Segment Open

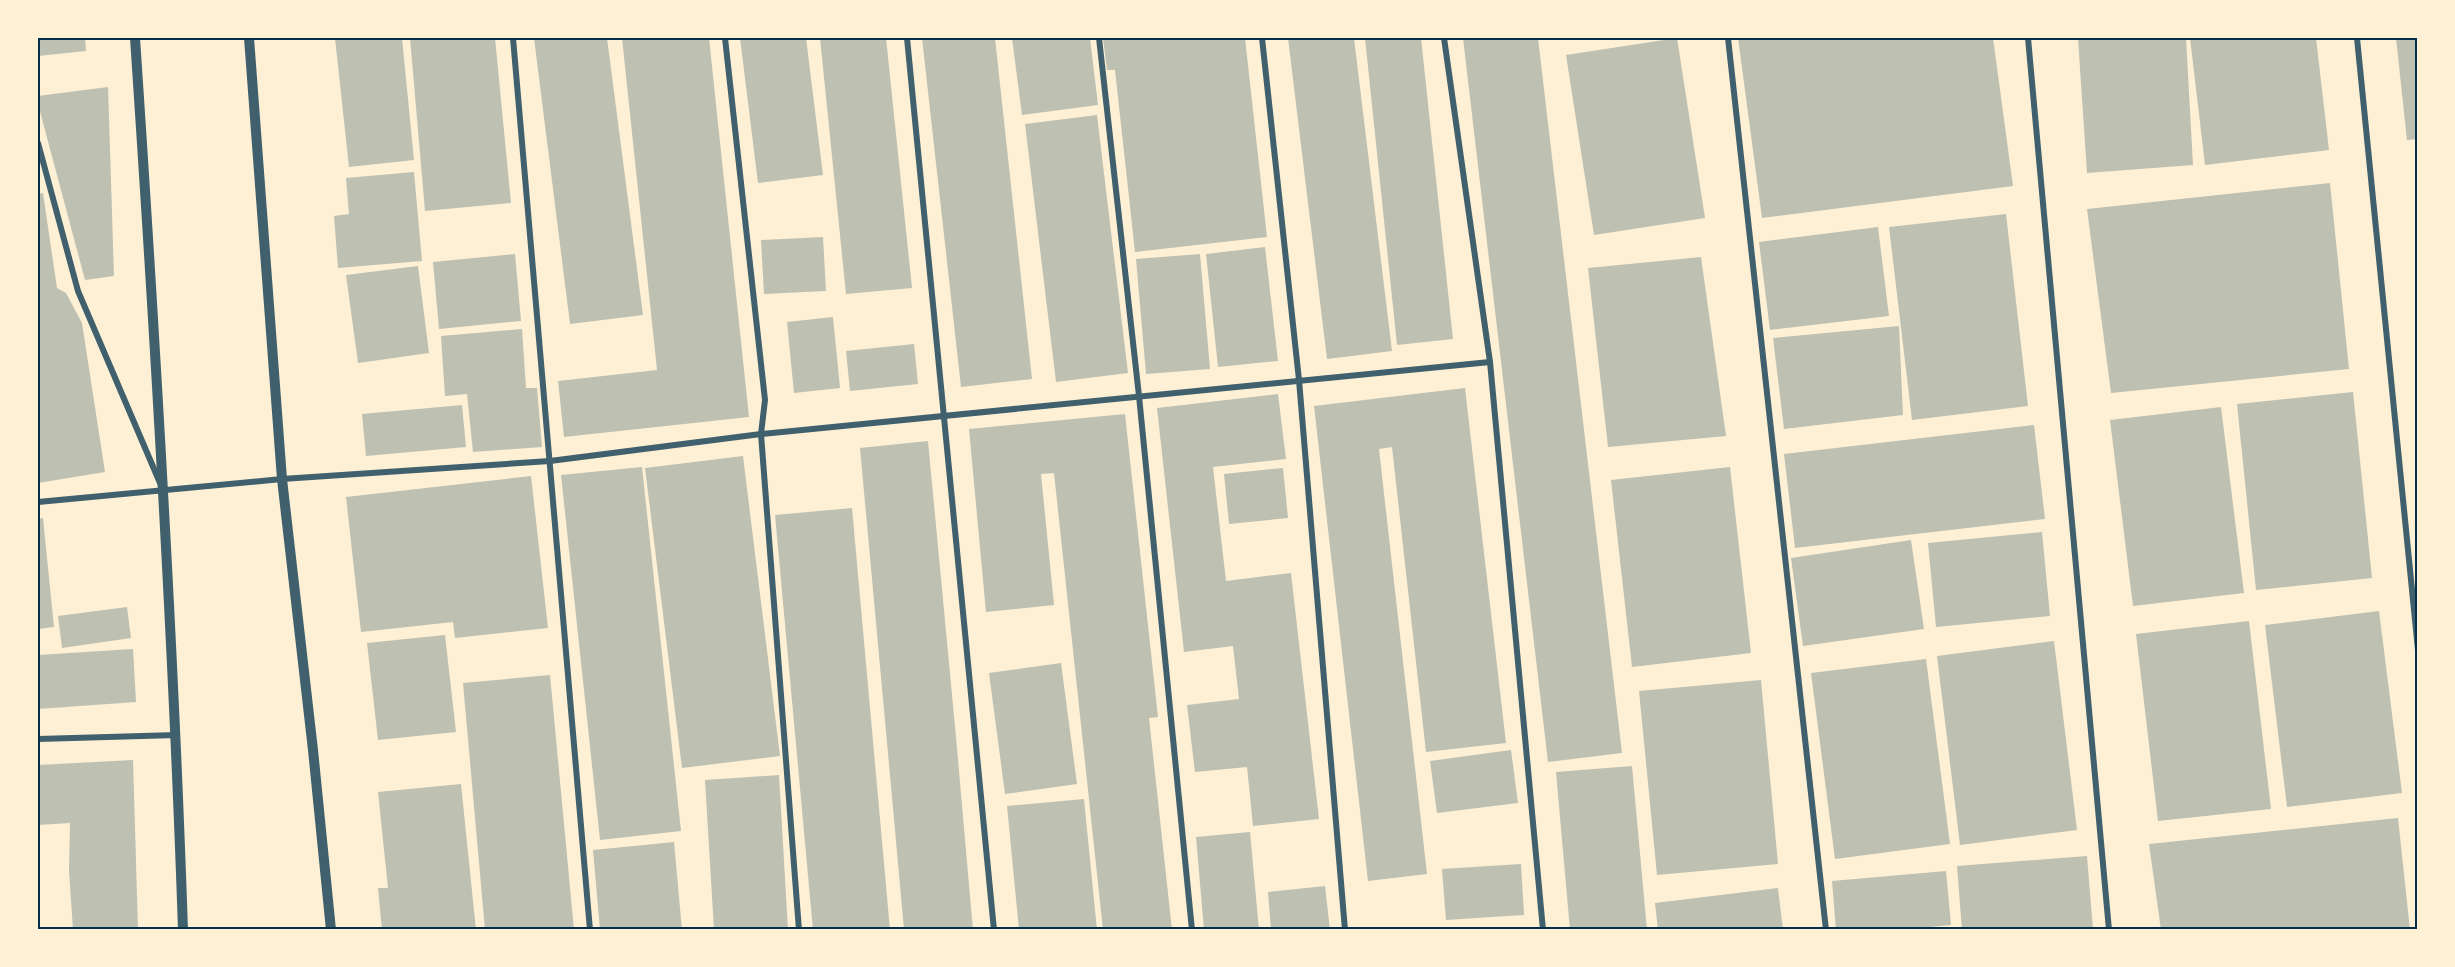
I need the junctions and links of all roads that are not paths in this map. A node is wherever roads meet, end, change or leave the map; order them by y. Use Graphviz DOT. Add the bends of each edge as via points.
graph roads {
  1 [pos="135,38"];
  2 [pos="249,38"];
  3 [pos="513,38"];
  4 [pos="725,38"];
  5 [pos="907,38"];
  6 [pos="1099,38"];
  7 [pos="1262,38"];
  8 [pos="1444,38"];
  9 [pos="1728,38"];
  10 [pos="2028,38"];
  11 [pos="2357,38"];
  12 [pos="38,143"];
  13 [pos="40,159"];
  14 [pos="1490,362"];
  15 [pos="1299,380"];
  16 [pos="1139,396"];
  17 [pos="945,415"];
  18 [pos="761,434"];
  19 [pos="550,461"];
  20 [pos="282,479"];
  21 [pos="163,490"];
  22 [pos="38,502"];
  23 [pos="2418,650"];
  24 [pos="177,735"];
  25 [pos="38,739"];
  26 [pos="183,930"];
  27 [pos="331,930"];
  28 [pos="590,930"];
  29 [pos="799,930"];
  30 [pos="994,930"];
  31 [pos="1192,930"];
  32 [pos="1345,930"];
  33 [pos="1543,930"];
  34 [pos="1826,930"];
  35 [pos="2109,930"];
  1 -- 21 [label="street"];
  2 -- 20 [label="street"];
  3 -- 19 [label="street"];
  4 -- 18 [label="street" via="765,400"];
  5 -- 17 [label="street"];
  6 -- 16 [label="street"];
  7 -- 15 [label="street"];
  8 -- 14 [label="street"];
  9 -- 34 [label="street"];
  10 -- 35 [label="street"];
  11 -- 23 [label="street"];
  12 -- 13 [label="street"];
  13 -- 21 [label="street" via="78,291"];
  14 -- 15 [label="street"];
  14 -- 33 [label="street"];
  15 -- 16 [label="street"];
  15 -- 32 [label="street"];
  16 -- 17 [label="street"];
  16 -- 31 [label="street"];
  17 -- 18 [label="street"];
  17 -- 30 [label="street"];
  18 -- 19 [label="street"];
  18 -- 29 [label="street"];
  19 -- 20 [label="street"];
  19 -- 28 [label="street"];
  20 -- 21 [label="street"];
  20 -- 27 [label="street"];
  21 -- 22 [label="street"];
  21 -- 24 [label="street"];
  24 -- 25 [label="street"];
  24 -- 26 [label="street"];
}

Segment Closed

» **TRY IT**: Set down every record exactly, without the pictures.

» **TASK RESPONSE**:
I need the junctions and links of all roads that are not paths in this map. A node is wherever roads meet, end, change or leave the map; order them by y. Use Graphviz DOT. Add the bends of each edge as via points.
graph roads {
  1 [pos="135,38"];
  2 [pos="249,38"];
  3 [pos="513,38"];
  4 [pos="725,38"];
  5 [pos="907,38"];
  6 [pos="1099,38"];
  7 [pos="1262,38"];
  8 [pos="1444,38"];
  9 [pos="1728,38"];
  10 [pos="2028,38"];
  11 [pos="2357,38"];
  12 [pos="38,143"];
  13 [pos="40,159"];
  14 [pos="1490,362"];
  15 [pos="1299,380"];
  16 [pos="1139,396"];
  17 [pos="945,415"];
  18 [pos="761,434"];
  19 [pos="550,461"];
  20 [pos="282,479"];
  21 [pos="163,490"];
  22 [pos="38,502"];
  23 [pos="2418,650"];
  24 [pos="177,735"];
  25 [pos="38,739"];
  26 [pos="183,930"];
  27 [pos="331,930"];
  28 [pos="590,930"];
  29 [pos="799,930"];
  30 [pos="994,930"];
  31 [pos="1192,930"];
  32 [pos="1345,930"];
  33 [pos="1543,930"];
  34 [pos="1826,930"];
  35 [pos="2109,930"];
  1 -- 21 [label="street"];
  2 -- 20 [label="street"];
  3 -- 19 [label="street"];
  4 -- 18 [label="street" via="765,400"];
  5 -- 17 [label="street"];
  6 -- 16 [label="street"];
  7 -- 15 [label="street"];
  8 -- 14 [label="street"];
  9 -- 34 [label="street"];
  10 -- 35 [label="street"];
  11 -- 23 [label="street"];
  12 -- 13 [label="street"];
  13 -- 21 [label="street" via="78,291"];
  14 -- 15 [label="street"];
  14 -- 33 [label="street"];
  15 -- 16 [label="street"];
  15 -- 32 [label="street"];
  16 -- 17 [label="street"];
  16 -- 31 [label="street"];
  17 -- 18 [label="street"];
  17 -- 30 [label="street"];
  18 -- 19 [label="street"];
  18 -- 29 [label="street"];
  19 -- 20 [label="street"];
  19 -- 28 [label="street"];
  20 -- 21 [label="street"];
  20 -- 27 [label="street"];
  21 -- 22 [label="street"];
  21 -- 24 [label="street"];
  24 -- 25 [label="street"];
  24 -- 26 [label="street"];
}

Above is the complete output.